I don't mean to minimize (at all), the enormous pressures that you are dealing with. It is difficult enough to face hard things when we are feeling well - but to add in fatigue is just so hard.

So (lecture of sort follows)- being in bed a lot with no energy is not what defines being YOU. Being YOU means you are fully "there" for your kids and your loved ones, when you are able. Your loved ones do not value you for your ability to get up and "do things". Your preciousness to them is not in the tasks you accomplish. It has nothing to do with that (although of course, they appreciate those things, when you are able to do them). They value and need you most for your loving presence. If you allow yourself to be distracted with concerns about what you can't do (which alas, you cannot control), you are a little less there for them. I know that it is very easy for me to say and very hard for anyone to do - but I hope that you can try to let go of your regrets about what is not - and focus on what is. What is, in your life, is (I gather from your other posts), a lively and wonderful connection to special children and adults. I encourage you to savor that and to cherish it. Savor it as if it were your last moment to do so (even though it is not). I wish that we could ALL do that - savoring this moment as if it were our last. How rich life would be. But daily stuff does get in the way, for all of us. Still - not a bad thing to strive for.

With love,
Debbie Laxague

harrie 02-11-2009 11:47 PM

Hi Joy.....aka ms whiny pants....hahaha, that was cute.
You my dear are free to show all your highs and lows to all of us. That's what friends/sisters are for. Right??!!
Hows your WBC been? Are you feeling better?
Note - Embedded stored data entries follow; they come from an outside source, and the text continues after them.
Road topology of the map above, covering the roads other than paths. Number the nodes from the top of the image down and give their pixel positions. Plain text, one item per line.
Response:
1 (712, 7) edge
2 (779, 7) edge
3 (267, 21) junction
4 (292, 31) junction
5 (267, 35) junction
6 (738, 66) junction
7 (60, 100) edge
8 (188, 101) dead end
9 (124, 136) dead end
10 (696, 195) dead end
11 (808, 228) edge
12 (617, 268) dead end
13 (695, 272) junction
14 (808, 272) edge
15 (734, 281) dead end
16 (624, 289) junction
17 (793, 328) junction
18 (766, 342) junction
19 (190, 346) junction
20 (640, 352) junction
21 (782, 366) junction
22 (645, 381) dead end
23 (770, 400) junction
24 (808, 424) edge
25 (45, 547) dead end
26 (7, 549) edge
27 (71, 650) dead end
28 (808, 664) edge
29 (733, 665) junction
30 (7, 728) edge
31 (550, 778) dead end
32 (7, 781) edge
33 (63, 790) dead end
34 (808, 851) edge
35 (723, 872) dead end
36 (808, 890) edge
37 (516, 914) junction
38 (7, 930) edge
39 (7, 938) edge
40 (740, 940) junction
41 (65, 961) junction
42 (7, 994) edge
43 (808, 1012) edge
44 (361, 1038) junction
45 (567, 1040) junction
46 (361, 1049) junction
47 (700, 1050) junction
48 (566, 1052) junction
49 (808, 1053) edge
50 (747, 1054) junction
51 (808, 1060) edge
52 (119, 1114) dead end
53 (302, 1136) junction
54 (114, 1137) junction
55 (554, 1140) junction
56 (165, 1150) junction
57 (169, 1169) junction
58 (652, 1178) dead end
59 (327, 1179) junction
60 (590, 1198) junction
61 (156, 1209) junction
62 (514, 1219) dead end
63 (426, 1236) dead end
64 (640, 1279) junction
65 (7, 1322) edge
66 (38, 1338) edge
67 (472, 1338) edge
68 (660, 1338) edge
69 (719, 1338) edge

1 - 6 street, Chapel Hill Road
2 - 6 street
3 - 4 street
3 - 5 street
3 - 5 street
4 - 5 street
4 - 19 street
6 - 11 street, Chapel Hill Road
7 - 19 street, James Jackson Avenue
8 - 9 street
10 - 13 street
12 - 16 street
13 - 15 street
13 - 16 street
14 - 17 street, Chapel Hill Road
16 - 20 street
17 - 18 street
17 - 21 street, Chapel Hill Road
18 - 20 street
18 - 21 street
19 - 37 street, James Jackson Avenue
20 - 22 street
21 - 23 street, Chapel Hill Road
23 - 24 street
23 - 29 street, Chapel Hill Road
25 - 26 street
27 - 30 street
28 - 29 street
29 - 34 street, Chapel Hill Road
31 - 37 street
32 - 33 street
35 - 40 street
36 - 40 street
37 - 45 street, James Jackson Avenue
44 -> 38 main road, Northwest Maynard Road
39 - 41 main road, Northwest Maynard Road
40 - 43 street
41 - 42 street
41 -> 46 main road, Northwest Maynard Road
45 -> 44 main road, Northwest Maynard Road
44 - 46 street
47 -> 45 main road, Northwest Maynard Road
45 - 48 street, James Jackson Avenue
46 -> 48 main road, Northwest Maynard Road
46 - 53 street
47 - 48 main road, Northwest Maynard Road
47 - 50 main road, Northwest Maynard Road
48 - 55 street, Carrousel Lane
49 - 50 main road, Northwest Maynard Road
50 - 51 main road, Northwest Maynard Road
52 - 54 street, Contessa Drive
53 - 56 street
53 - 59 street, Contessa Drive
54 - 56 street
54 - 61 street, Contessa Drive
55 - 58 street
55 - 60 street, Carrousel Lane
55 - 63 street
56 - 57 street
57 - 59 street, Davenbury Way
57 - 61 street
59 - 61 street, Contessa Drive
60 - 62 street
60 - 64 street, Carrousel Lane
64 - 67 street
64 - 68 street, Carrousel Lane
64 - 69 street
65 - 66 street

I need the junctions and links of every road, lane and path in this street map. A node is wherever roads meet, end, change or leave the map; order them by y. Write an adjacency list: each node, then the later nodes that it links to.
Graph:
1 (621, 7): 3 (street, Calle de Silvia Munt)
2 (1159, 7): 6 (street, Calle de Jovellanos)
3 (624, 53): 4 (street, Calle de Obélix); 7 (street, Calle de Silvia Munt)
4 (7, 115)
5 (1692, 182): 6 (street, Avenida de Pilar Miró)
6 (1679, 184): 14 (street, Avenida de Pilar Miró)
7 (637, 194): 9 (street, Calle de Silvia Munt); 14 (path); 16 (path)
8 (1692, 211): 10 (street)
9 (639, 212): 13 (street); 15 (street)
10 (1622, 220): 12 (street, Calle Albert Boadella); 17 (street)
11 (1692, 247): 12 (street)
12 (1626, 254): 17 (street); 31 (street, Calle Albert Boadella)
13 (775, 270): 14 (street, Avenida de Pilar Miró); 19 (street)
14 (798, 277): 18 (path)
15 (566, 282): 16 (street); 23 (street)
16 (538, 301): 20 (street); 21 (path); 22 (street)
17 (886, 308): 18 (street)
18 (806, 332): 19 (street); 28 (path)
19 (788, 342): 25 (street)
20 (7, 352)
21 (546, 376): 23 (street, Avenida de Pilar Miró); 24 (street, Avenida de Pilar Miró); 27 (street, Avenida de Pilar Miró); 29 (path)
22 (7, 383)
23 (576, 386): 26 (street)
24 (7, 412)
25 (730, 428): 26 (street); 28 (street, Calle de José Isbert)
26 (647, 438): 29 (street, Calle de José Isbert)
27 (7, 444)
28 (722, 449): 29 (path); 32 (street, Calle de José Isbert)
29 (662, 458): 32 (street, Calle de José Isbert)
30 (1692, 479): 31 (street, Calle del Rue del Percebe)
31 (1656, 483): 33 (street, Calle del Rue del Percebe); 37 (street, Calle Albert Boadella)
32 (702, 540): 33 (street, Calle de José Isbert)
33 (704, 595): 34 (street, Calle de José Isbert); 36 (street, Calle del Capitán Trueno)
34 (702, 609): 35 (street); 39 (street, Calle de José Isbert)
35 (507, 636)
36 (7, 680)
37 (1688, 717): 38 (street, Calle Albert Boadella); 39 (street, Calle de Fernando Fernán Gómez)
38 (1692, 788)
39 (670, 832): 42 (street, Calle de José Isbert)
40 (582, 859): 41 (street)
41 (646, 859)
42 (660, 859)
If you feel like it, we would love to have you join us by the campfire. Its a great place to hang out and we all just breathe deeply and snuggly up together.

Much hugs, love, and peace to you my friend...
Maryanne

PS....and BTW, with that beautiful face of yours, hair or no hair, you are always beautiful. Really and truely girl!

Believe51 02-12-2009 02:06 PM

Joy, if you have not joined the campfire yet, please do. I have been looking for you and need you to drink up this iced latte before the ice melts. Come on over, I saved you a place right in the middle....this way no one fights over you!!>>Love>>Believe51

naturaleigh 02-12-2009 06:34 PM

Hey Joy,

When your mother named you, she knew what she was doing, she should have given you the middle name of inspiration because that is what you are, a Joy and inspiration!!

I love reading your post. You totally amaze me by how you can feel so rotten and still come here with happiness and laughter in your heart (whinny pants!!). That's a riot!!

I am praying for you daily and hope your treatments get better for you and you are back on your feet soon (but not too soon, make sure you don't overdo).

harrie 02-12-2009 11:49 PM

Joy, got a new name for you......The Magnificent Warrior!! So please toss the Whiny Pants in the rubbish!!